After our rest in Barstow, we booked it south through Yermo. More desert, more rocks, more sand. One day, I was cursing the sun for beating down so hot and heavy; the next, I was freezing to the bone as clouds blocked out the sun, rolling heavy with rain over the mountains to the west. The wind whipped us around as we worked our way along dirt roads that wound below power lines and endless skies.
The mountains kept rising in the distance, and eventually we came down into a wide valley where Victorville and Hesperia and other interstate sprawl cities sit, with neverending shopping centers stretched along the highway. It was all deceptively small on the map, but went on for miles and miles of frontage road right along I-15.
On the far side of the valley, we camped at the edge of the desert in Summit, just off a paved road overlooking I-15. It was very cold that night. We bundled up in our heavy gear, and Slater had a fire and dinner ready to go by the time Kait and I dragged ourselves to the campsite. In the distance, we could see the snow-dusted peaks of the mountains just to our west, standing between us and the ocean. The next morning, after a warm cup of coffee, we walked into them.
We crossed I-15 just north of Cajon pass, and took a winding back road up and over. Quite suddenly, we realized that we were finally out of the desert. Everything started to grow a bit more green, more hospitable. We turned down a beautiful valley, toward a place marked as Lytle Creek on the map.We couldn’t have asked for more beautiful weather – cool, sunny, soft breeze – a fine day for walking, indeed.
We have both been at a loss for how to process the completion of this walk. It seems too daunting a task – almost as unfathomable as the Walk was before we found ourselves out here on the road. We did a lot of remembering as we soaked up the soft beauty of the valley and let gravity pull us down easy-does-it into the coastal sprawl.

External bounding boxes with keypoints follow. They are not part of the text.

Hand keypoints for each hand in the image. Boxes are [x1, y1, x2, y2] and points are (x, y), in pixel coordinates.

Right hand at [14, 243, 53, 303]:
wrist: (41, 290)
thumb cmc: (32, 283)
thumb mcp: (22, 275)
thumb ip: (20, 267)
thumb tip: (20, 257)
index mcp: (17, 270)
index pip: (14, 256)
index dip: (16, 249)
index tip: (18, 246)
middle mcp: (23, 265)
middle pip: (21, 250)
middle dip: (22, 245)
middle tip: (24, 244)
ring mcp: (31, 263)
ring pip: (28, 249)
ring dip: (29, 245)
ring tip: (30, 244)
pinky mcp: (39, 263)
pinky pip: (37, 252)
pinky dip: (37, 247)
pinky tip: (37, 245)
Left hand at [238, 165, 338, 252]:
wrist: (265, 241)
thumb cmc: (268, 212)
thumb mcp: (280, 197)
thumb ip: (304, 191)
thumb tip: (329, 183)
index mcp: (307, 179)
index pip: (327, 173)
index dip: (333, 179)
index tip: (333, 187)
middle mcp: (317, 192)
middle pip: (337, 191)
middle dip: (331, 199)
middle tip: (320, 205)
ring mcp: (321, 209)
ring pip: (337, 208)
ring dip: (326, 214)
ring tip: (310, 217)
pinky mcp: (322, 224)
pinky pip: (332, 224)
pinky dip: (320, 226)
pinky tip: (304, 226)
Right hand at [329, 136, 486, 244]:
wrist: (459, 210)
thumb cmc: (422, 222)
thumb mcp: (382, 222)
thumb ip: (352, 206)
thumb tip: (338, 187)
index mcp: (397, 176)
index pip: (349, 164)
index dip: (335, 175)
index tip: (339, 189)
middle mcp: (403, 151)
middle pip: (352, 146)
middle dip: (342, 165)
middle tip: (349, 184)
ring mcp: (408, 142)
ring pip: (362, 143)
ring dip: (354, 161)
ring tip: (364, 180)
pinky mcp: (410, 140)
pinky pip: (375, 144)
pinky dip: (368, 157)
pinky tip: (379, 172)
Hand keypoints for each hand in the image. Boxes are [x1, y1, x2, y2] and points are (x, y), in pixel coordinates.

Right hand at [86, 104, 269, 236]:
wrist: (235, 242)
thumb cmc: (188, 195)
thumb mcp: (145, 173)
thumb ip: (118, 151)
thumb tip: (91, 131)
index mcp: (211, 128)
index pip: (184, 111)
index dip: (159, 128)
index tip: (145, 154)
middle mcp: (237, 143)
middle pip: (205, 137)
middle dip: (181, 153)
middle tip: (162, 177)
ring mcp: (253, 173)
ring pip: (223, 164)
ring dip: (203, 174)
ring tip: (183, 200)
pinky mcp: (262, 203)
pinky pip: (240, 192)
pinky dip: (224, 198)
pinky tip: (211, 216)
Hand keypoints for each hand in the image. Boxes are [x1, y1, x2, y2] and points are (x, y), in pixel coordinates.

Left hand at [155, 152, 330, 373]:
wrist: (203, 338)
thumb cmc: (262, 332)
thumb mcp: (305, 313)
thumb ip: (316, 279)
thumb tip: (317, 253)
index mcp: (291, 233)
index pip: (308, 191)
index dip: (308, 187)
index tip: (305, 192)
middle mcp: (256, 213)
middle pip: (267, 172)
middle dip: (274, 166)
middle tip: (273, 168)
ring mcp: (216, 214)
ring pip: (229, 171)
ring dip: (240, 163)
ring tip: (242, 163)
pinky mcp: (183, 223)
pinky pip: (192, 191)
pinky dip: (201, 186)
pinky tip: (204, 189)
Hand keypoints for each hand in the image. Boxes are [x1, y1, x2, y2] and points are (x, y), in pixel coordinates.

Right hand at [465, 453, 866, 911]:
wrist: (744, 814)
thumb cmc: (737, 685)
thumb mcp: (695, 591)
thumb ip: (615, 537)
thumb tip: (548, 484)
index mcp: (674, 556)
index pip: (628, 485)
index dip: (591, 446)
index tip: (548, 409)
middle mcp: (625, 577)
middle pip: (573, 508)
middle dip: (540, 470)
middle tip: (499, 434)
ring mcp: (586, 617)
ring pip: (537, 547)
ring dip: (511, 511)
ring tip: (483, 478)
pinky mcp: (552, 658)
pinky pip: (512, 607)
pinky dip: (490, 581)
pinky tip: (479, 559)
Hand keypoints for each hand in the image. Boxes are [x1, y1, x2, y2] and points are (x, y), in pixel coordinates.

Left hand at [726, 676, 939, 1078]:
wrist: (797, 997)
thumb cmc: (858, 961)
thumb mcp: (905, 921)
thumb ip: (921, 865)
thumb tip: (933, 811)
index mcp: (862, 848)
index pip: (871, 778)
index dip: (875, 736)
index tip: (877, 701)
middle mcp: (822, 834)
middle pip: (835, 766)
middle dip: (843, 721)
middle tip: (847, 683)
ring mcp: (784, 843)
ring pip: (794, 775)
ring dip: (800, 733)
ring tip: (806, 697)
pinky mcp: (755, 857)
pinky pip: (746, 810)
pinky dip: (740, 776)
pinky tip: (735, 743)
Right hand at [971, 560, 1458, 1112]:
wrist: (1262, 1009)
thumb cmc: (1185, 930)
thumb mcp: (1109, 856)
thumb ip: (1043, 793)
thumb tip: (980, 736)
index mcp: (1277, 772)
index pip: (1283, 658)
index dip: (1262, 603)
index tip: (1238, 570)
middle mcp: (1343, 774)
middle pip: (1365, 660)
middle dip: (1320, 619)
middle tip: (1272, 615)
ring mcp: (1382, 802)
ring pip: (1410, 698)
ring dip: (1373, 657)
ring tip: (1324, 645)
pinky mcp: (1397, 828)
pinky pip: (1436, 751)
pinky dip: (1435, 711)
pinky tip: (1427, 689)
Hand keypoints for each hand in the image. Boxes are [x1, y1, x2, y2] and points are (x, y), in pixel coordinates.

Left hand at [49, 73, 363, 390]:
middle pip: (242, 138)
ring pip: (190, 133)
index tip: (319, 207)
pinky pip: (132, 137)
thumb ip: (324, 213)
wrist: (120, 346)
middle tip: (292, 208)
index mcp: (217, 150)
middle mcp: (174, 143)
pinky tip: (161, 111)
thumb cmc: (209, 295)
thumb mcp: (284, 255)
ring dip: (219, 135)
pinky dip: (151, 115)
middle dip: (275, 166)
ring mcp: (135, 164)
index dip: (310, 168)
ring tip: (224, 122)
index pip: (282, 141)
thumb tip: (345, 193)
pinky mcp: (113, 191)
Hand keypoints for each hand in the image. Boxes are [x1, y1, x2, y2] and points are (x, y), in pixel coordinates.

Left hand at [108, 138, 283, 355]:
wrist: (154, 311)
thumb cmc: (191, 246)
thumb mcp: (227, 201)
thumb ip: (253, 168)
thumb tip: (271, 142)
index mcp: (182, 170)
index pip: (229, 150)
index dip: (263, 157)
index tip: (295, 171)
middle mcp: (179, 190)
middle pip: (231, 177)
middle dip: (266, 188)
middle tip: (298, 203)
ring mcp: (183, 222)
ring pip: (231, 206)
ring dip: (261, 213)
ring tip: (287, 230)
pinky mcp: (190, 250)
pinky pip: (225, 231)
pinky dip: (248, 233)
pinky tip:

And we came down into the thick of it, the sunny side of the rock, the lizard kingdom! We have walked through many urban sprawls before – Washington D.C., Dayton, Ohio, and Las Vegas all spring to mind – but this time is different. We won’t be walking back out of this sprawl, that grows and swells with people all wanting to be here, breathing hard and pressed in tight between the mountains and the sea. This time, we just keep walking into it and walking into until we reach the ocean. And that moment, while amazing, also signifies the end of the Walk and the beginning of whatever comes next.
By map, the press of civilization against the edge of the mountain and the flowing line of the ocean looks pretty solid and homogeneous – our last 60 miles or so, weaving through shopping districts and palm tree neighborhoods for days. But every section, every subdivision and city in the greater Paved Region has its own unique palette, its own claim to the dirt. We walked on and on through Fontana, Rancho Cucamonga, Pomona, Rowland Heights, Hacienda Heights, Whittier – and finally, we caught our first glimpse of the ocean in the distance, gleaming orange and misty through the sun and haze of the city.
And now we are here. At the end of the thing. We stopped walking about 9 miles from the ocean, and drove ahead to Lacie’s house to kill a few days before the big finish tomorrow. It is hard to be this close, and intentionally not walk to the beach mere miles away. But when we set up our final event, we invited the public to share that moment with us – the first time we reach the Pacific Ocean since leaving Delaware. We could not have made it across the country without the support of friends, family, and community on he road. People invited us into their homes and lives, and we want to share this accomplishment with anyone who wants to join us.
Tomorrow morning, we will walk to the Recreation Dog Park here in Long Beach, hang out with the pups for a couple of hours, and then walk the last 1.8 miles to the Pacific Ocean at Rosie’s Dog Beach with anyone who would like to join us. We hope to see you there.